Directions for this task: Write out again, exactly as they appear, the lines from the start of the data below through the line with "thumb cmc: (634, 337)"; no pictures.

Records shown:
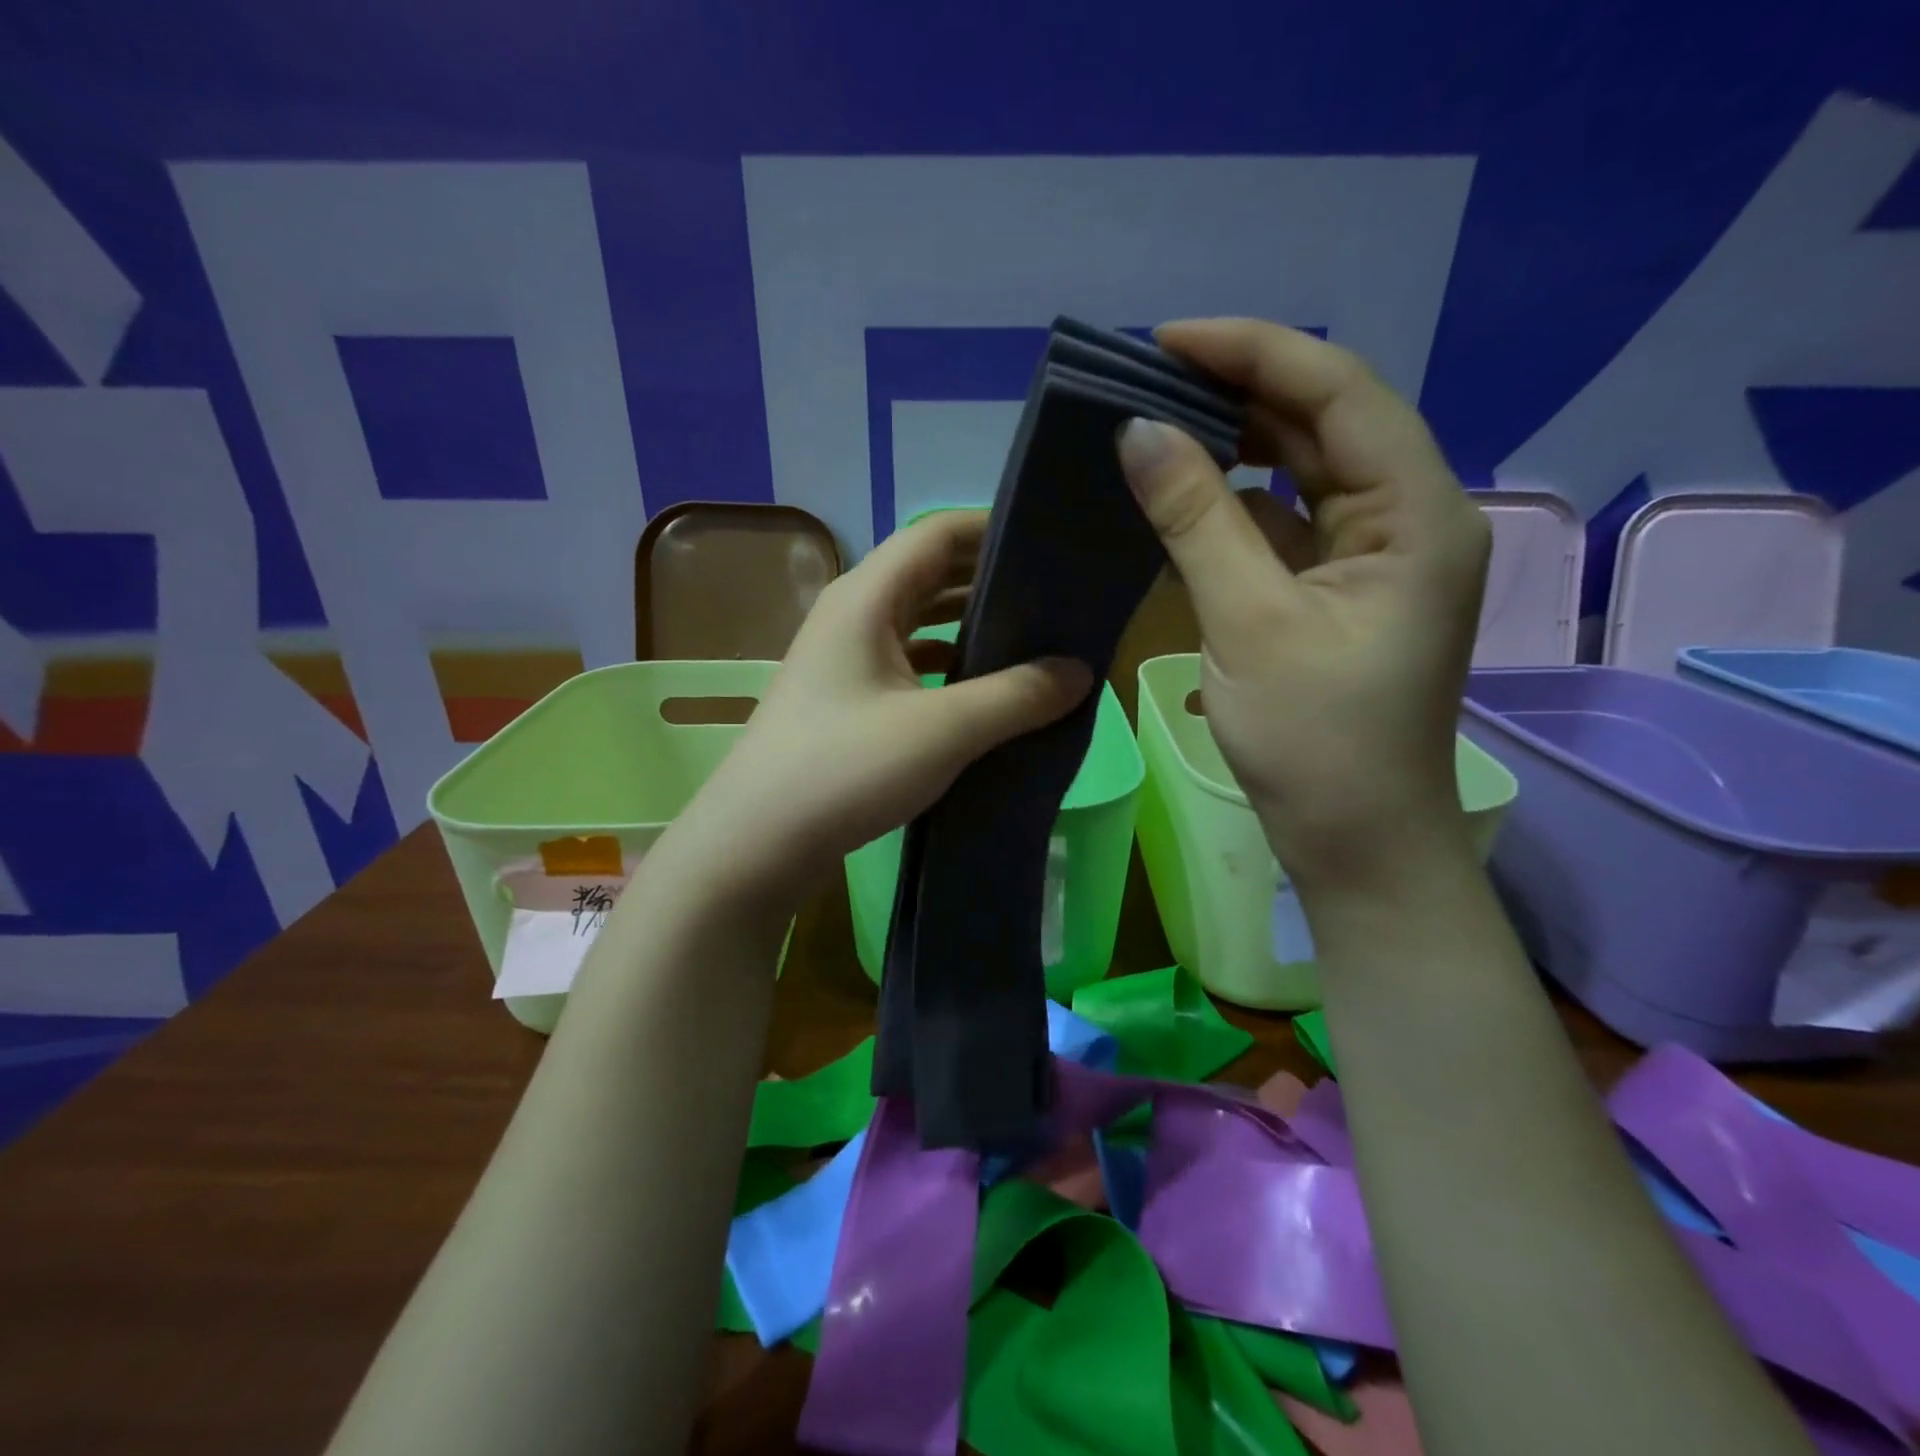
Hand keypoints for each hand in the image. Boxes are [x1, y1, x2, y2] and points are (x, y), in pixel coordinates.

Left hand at [674, 509, 1093, 911]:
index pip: (939, 533)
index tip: (1053, 544)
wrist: (758, 842)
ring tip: (1032, 639)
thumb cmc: (846, 769)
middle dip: (991, 578)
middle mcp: (852, 613)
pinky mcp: (846, 698)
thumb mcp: (943, 730)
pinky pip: (907, 661)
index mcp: (867, 596)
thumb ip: (1018, 696)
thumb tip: (1081, 672)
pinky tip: (983, 690)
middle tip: (1057, 594)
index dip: (995, 529)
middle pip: (930, 573)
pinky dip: (947, 664)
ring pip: (919, 621)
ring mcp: (844, 658)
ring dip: (970, 624)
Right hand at [1117, 318, 1489, 892]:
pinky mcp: (1341, 591)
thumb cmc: (1315, 741)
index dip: (1254, 352)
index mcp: (1417, 513)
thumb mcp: (1248, 622)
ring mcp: (1375, 557)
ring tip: (1158, 425)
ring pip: (1304, 473)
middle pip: (1325, 423)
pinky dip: (1237, 506)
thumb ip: (1196, 520)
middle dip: (1241, 391)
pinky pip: (1288, 524)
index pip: (1338, 392)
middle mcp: (1409, 518)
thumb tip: (1138, 433)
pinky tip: (1184, 499)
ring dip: (1235, 446)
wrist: (1355, 841)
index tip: (1165, 341)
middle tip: (1149, 378)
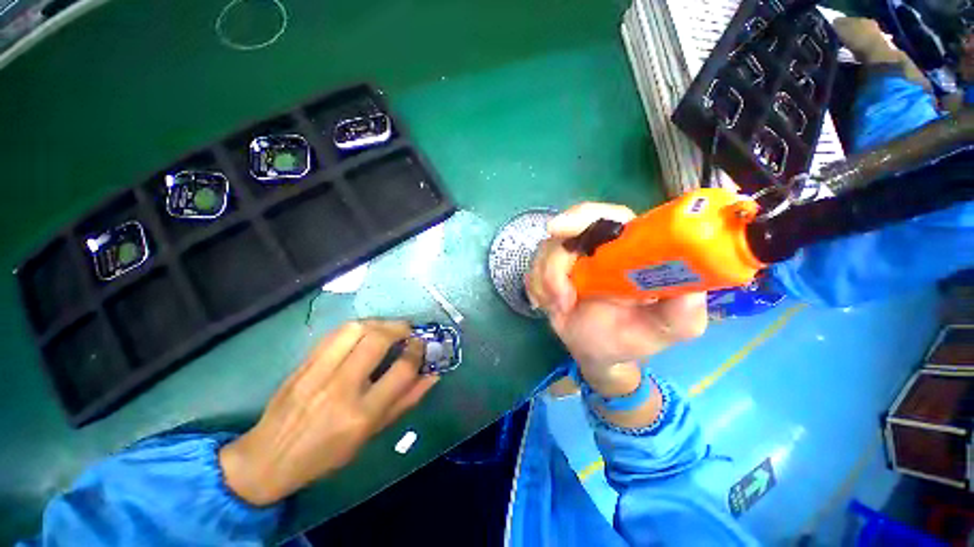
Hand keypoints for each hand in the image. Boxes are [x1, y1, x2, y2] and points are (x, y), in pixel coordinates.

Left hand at [219, 320, 438, 505]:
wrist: (268, 458)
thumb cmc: (327, 454)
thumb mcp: (372, 434)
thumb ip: (406, 401)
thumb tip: (432, 374)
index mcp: (362, 413)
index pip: (402, 369)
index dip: (418, 351)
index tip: (422, 345)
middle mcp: (341, 388)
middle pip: (379, 340)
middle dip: (401, 328)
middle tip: (409, 331)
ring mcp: (319, 372)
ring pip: (356, 328)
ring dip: (380, 322)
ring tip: (389, 328)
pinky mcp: (304, 363)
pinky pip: (336, 332)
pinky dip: (358, 326)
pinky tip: (365, 332)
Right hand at [526, 203, 707, 394]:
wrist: (600, 353)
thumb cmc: (634, 337)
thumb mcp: (667, 329)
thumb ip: (682, 312)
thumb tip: (690, 290)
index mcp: (628, 248)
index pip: (607, 216)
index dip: (583, 217)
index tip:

Solution for this exercise:
Hand keypoints for each hand in the image. Boxes are [x1, y1, x2, y2] and points are (x, y), in pixel coordinates.

Left hand at [674, 509, 1093, 911]:
index pip: (939, 533)
index tip: (1053, 544)
wrist: (758, 842)
ring tip: (1032, 639)
thumb cmc: (846, 769)
middle dip: (991, 578)
middle mcp: (852, 613)
pinky mcp: (846, 698)
thumb mcp: (943, 730)
pinky pip: (907, 661)
index mcp: (867, 596)
thumb ip: (1018, 696)
thumb tip: (1081, 672)
pinky tip: (983, 690)
middle tip: (1057, 594)
index dip: (995, 529)
middle pip: (930, 573)
pinky dip: (947, 664)
ring pip: (919, 621)
ring mcp: (844, 658)
ring dip: (970, 624)
Right hand at [1117, 318, 1489, 892]:
pinky mcp: (1341, 591)
thumb cmc: (1315, 741)
index dip: (1254, 352)
index mcp: (1417, 513)
thumb mcp: (1248, 622)
ring mcp: (1375, 557)
ring tip: (1158, 425)
ring pip: (1304, 473)
middle pip: (1325, 423)
pinky dip: (1237, 506)
thumb ip: (1196, 520)
middle dip: (1241, 391)
pinky pip: (1288, 524)
index pip: (1338, 392)
middle mcp: (1409, 518)
thumb tip: (1138, 433)
pinky tip: (1184, 499)
ring dip: (1235, 446)
wrist: (1355, 841)
index tip: (1165, 341)
middle tip: (1149, 378)
Hand keypoints for each hand in the image. Boxes are [x1, y1, x2, y2] and points are (x, y), in pixel coordinates.

Left hand at [219, 320, 438, 505]:
wrist: (268, 458)
thumb cmc: (327, 454)
thumb mcp: (372, 434)
thumb ip: (406, 401)
thumb tip: (432, 374)
index mcp: (362, 413)
index pip: (402, 369)
index dip: (418, 351)
index tip: (422, 345)
middle mcp: (341, 388)
middle pip: (379, 340)
middle dip: (401, 328)
middle tip: (409, 331)
ring mcp: (319, 372)
ring pip: (356, 328)
ring dip: (380, 322)
ring tip: (389, 328)
pinky mcp: (304, 363)
pinky pip: (336, 332)
pinky dip: (358, 326)
pinky tip: (365, 332)
Right hand at [526, 203, 707, 394]:
wrist: (600, 353)
thumb cmc: (634, 337)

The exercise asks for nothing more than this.